You can also throw in Apache commons-io and its handy FileUtils for a few more utility functions.
Java is independent of the OS. You just need to make sure you use File.pathSeparator, or use the constructor File(File parent, String child) so that you don't need to explicitly mention the separator.
The Java file API is relatively high-level to abstract the differences of the many OS. Most of the time it's sufficient. It has some shortcomings only if you need some relatively OS-specific feature which is not in the API, e.g. check the physical size of a file on the disk (not the the logical size), security rights on *nix, free space/quota of the hard drive, etc.
Most OS have an internal buffer for file writing/reading. Using FileOutputStream.write and FileOutputStream.flush ensure the data have been sent to the OS, but not necessary written on the disk. The Java API support also this low-level integration to manage these buffering issue (example here) for system such as database.
Also both file and directory are abstracted with File and you need to check with isDirectory. This can be confusing, for instance if you have one file x, and one directory /x (I don't remember exactly how to handle this issue, but there is a way).
Web service
The web service can use either xs:base64Binary to pass the data, or use MTOM (Message Transmission Optimization Mechanism) if files are large.
Transactions
Note that the database is transactional and the file system not. So you might have to add a few checks if operations fails and are re-tried.
You could go with a complicated design involving some form of distributed transaction (see this answer), or try to go with a simpler design that provides the level of robustness that you need. A possible design could be:
Update. If the user wants to overwrite a file, you actually create a new one. The level of indirection between the logical file name and the physical file is stored in database. This way you never overwrite a physical file once written, to ensure rollback is consistent.
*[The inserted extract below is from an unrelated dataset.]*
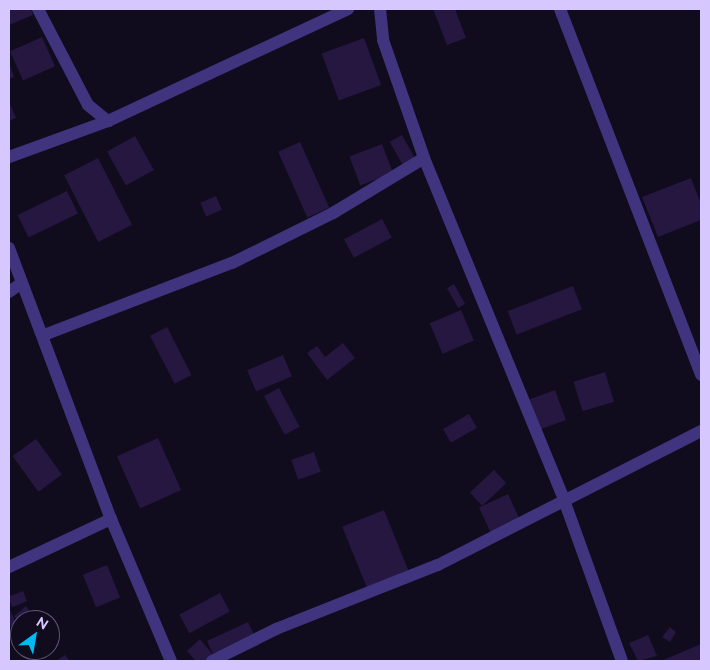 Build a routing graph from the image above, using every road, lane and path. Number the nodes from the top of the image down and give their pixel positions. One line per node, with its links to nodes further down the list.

Create. Same story when user want to create a file
Delete. If the user want to delete a file, you do it only in database first. A periodic job polls the file system to identify files which are not listed in database, and removes them. This two-phase deletes ensures that the delete operation can be rolled back.
This is not as robust as writting BLOB in real transactional database, but provide some robustness. You could otherwise have a look at commons-transaction, but I feel like the project is dead (2007).
There is DataNucleus, a Java persistence provider. It is little too heavy for this case, but it supports JPA and JDO java standards with different datastores (RDBMS, object storage, XML, JSON, Excel, etc.). If the product is already using JPA or JDO, it might be worth considering using NataNucleus, as saving data into different datastores should be transparent. I suppose DataNucleus supports splitting the data into several files, creating the sensible directory/file structure I wanted (in my question), but this is just a guess.
Support for XML and JSON seems to be experimental.